Task objective: Go through the records below and report each line with "canvas" in it.

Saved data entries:
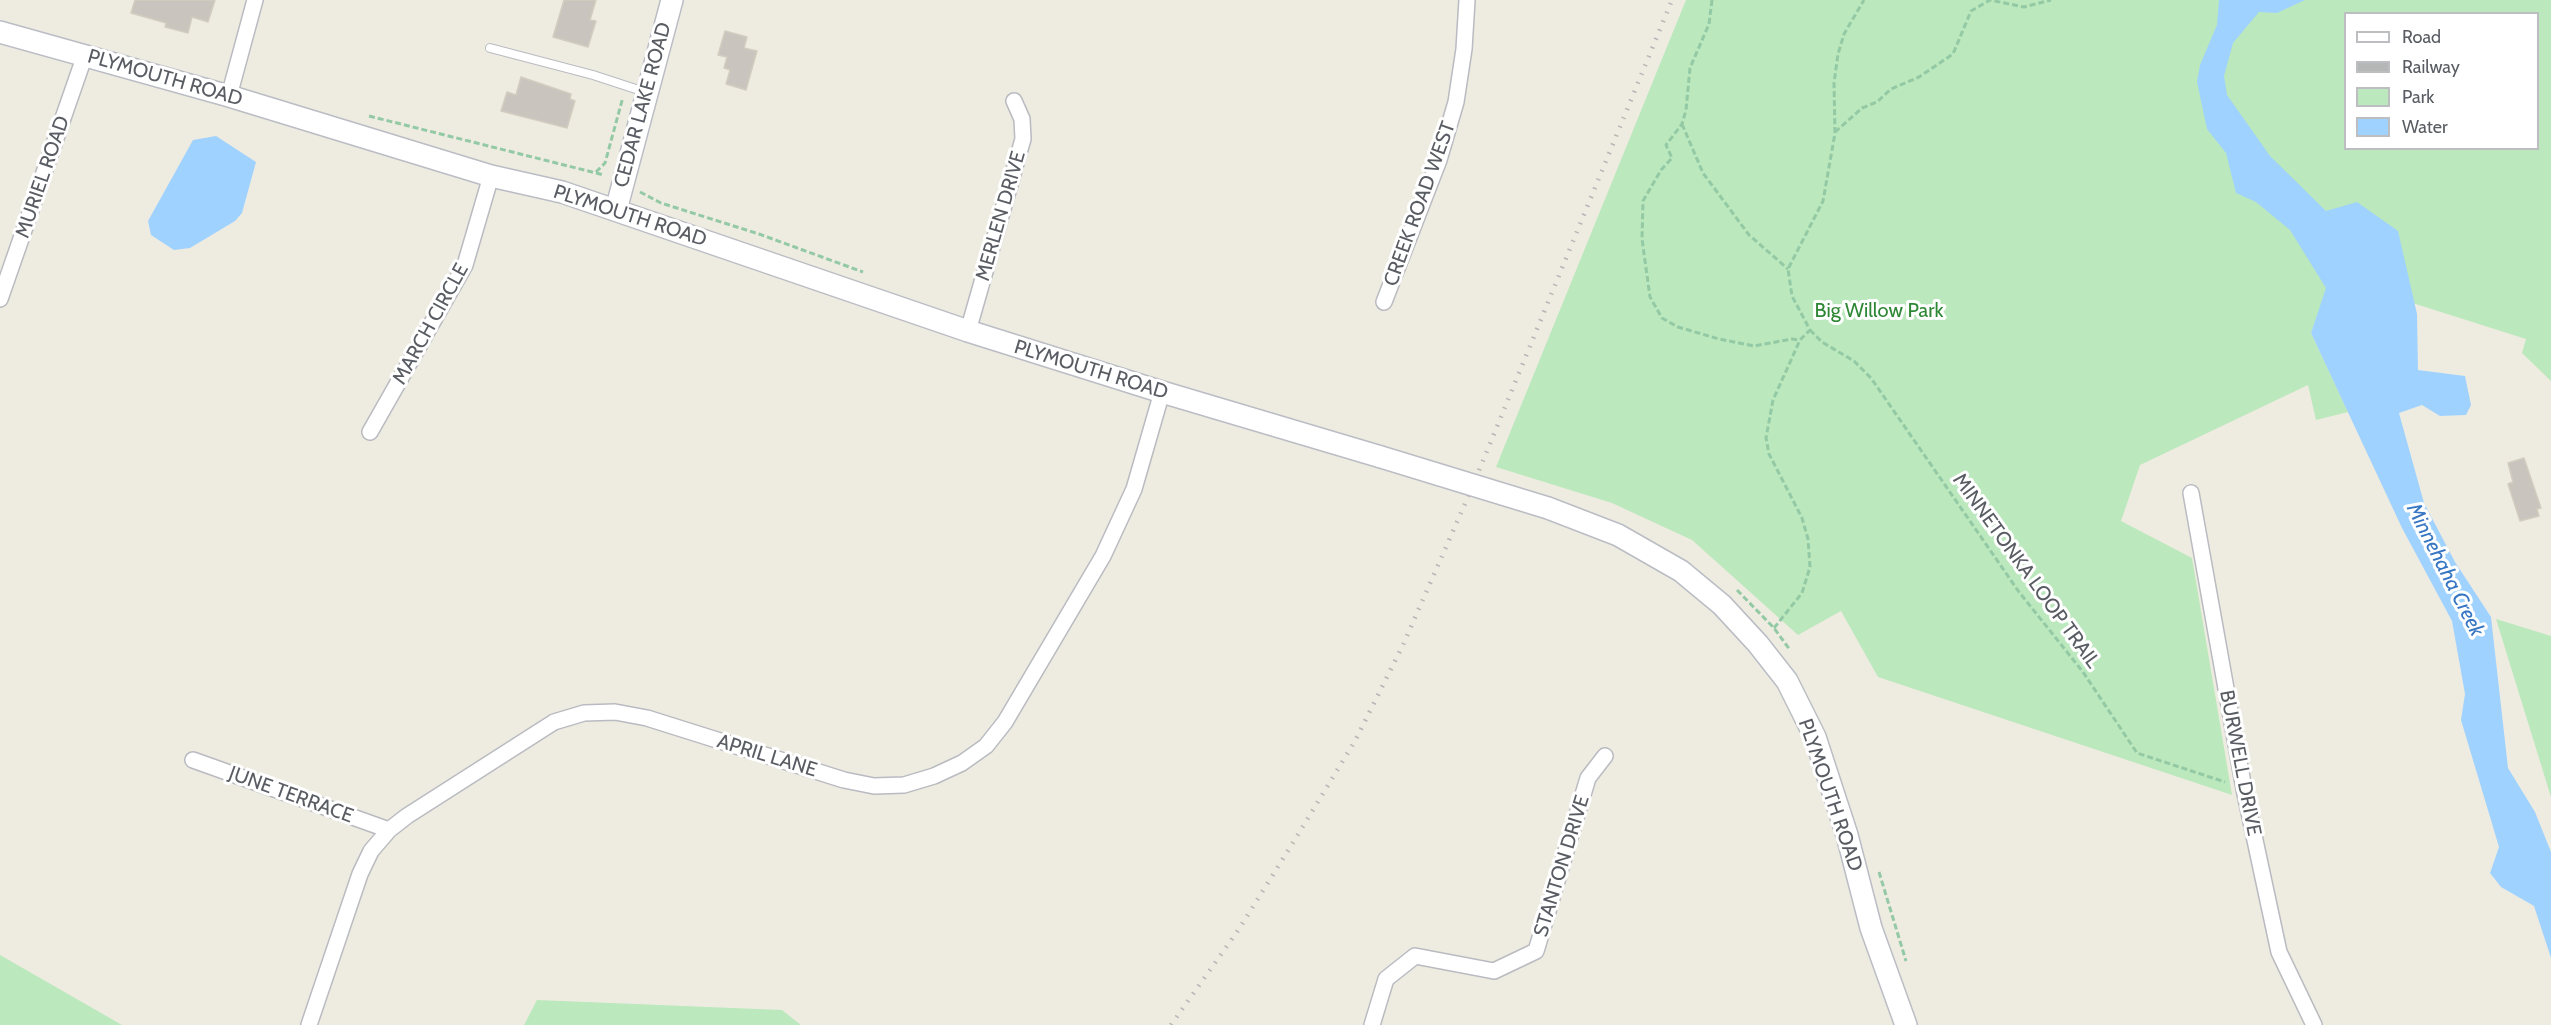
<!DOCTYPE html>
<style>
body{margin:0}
#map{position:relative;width:2551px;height:1025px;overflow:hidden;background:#eeece1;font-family:Cabin,sans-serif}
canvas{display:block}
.legend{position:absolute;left:2344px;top:12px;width:195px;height:138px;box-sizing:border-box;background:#fff;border:2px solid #bdbec1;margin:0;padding:8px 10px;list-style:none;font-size:18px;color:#595d63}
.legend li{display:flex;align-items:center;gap:12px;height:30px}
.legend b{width:30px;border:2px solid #bdbec1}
</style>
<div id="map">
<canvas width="2551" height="1025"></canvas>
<ul class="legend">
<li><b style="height:8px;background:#fff"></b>Road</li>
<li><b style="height:8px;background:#b5b6b6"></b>Railway</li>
<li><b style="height:16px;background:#bbe8bc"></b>Park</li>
<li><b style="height:16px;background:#a0d2ff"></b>Water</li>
</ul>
</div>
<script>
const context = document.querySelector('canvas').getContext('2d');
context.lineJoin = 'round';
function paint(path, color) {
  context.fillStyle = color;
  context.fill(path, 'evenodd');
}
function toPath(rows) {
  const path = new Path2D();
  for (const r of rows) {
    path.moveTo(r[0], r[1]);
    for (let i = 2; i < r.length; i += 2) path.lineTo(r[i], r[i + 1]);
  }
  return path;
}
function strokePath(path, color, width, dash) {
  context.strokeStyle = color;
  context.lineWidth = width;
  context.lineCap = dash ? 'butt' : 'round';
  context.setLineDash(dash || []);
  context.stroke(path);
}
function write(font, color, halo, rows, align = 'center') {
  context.font = font + ' Cabin,sans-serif';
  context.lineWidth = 6;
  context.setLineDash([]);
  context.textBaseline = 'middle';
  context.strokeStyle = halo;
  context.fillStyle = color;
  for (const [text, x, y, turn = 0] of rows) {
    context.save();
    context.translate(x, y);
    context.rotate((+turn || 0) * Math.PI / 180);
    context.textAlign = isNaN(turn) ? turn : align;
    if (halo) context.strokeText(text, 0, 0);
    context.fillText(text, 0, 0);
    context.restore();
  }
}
paint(toPath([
 [1686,0,2551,0,2551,381,2522,353,2526,339,2318,273,2327,288,2311,333,2348,412,2316,420,2308,385,2140,465,2121,521,2192,558,2232,795,1878,677,1841,611,1798,635,1692,540,1612,503,1496,467],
 [2346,14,2538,14,2538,148,2346,148],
 [2496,619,2551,636,2551,797],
 [0,955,122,1025,0,1025],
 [537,1000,782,1010,801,1025,524,1025]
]), '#bbe8bc');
paint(toPath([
 [2219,0,2305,0,2277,13,2259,12,2233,43,2224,76,2227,95,2270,156,2326,211,2357,202,2398,231,2417,314,2418,370,2465,376,2471,405,2466,415,2440,416,2422,405,2399,413,2424,503,2455,562,2491,617,2508,768,2535,812,2551,852,2551,958,2534,906,2501,887,2490,873,2499,847,2461,720,2465,694,2452,621,2402,528,2311,333,2326,288,2290,230,2256,202,2236,193,2226,153,2207,129,2197,82,2200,65,2217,25],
 [216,136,256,162,242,213,235,221,190,248,174,250,151,235,148,221,193,140]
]), '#a0d2ff');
const building = toPath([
 [135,0,215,0,208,22,192,17,188,33,165,27,166,23,131,13,135,0],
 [564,0,596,0,590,20,596,21,588,47,553,37,564,0],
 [725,31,747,37,744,48,757,51,746,90,726,84,730,70,724,68,727,57,718,55,725,31],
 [521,77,571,94,570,99,575,101,567,128,501,111,507,92,516,95,521,77],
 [2524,458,2541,508,2537,509,2539,516,2520,521,2508,484,2513,482,2508,463,2524,458]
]);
paint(building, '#c9c5be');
strokePath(building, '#d3cdbf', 1.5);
const lane = toPath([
 [490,48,593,75,645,92]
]);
const street = toPath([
 [229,96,255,0],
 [0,299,85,55],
 [1384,302,1439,160,1456,102,1464,49,1467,0],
 [968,331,1023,139,1022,119,1014,101],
 [370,432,465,265,491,176],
 [2191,493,2244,789,2279,952,2314,1025],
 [193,760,389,830],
 [309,1025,360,874,371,851,389,830,407,816,554,722,584,713,615,712,647,718,844,780,874,786,904,785,934,776,962,763,986,746,1005,722,1103,556,1134,489,1162,392],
 [1372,1025,1386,979,1415,956,1494,971,1536,951,1588,778,1605,756]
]);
const secondary = toPath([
 [0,32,229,96,491,176,562,192,968,331,1162,392,1381,457],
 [616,210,672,0],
 [1548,508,1618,535,1681,571,1722,605,1758,644,1787,681,1815,737,1847,835,1871,928,1906,1025]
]);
strokePath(lane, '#b9bbc1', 10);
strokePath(street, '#b9bbc1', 18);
strokePath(secondary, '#babdc4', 24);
strokePath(toPath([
 [1712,0,1709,24,1690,68,1686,110,1682,124,1666,145,1672,158,1661,170,1643,201,1642,239,1650,297,1662,318,1678,327,1719,339,1754,346,1792,339,1800,340],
 [369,116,604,175],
 [1682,124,1703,173,1749,235,1788,269],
 [1835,132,1862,108,1877,102,1891,89,1919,77,1953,54,1971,11,1990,0,2024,7,2051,0],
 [596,172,605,163,623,97],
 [640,192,661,203,759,234,863,272],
 [1810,330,1822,342,1854,361,1871,378,2019,592,2083,672,2137,753,2225,782],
 [1737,590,1774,628,1790,650],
 [1774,628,1802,593,1810,567,1808,539,1802,518,1769,454,1766,438,1773,400,1800,340,1810,330,1792,296,1788,269,1823,201,1835,133,1834,83,1838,54,1844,34,1864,0],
 [1879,872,1906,961]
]), '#93c9a4', 3, [6, 3]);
strokePath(lane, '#fff', 8);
strokePath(street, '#fff', 15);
strokePath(secondary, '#fff', 21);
strokePath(toPath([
 [1171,1025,1239,929,1294,841,1355,741,1403,645,1471,490,1672,0]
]), '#b5b6b6', 4.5, [1.5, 8]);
const secondaryBridge = toPath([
 [1381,457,1548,508]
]);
strokePath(secondaryBridge, '#babdc4', 24, []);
strokePath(secondaryBridge, '#fff', 21);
write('20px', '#595d63', '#fff', [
 ["PLYMOUTH ROAD",165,78,16],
 ["CEDAR LAKE ROAD",643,105,-75],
 ["MURIEL ROAD",43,177,-71],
 ["CREEK ROAD WEST",1420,204,-70],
 ["PLYMOUTH ROAD",630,216,18],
 ["MERLEN DRIVE",1001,216,-74],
 ["MARCH CIRCLE",431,324,-61],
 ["PLYMOUTH ROAD",1091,370,17],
 ["MINNETONKA LOOP TRAIL",2026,571,54],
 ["APRIL LANE",767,756,17],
 ["BURWELL DRIVE",2240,763,79],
 ["JUNE TERRACE",291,795,20],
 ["PLYMOUTH ROAD",1830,795,71],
 ["STANTON DRIVE",1562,866,-73]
]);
write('20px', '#2e8735', '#fff', [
 ["Big Willow Park",1879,311]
]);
write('italic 21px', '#3776c3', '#fff', [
 ["Minnehaha Creek",2445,570,63]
]);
</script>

Reply:
canvas{display:block}
<canvas width="2551" height="1025"></canvas>
const context = document.querySelector('canvas').getContext('2d');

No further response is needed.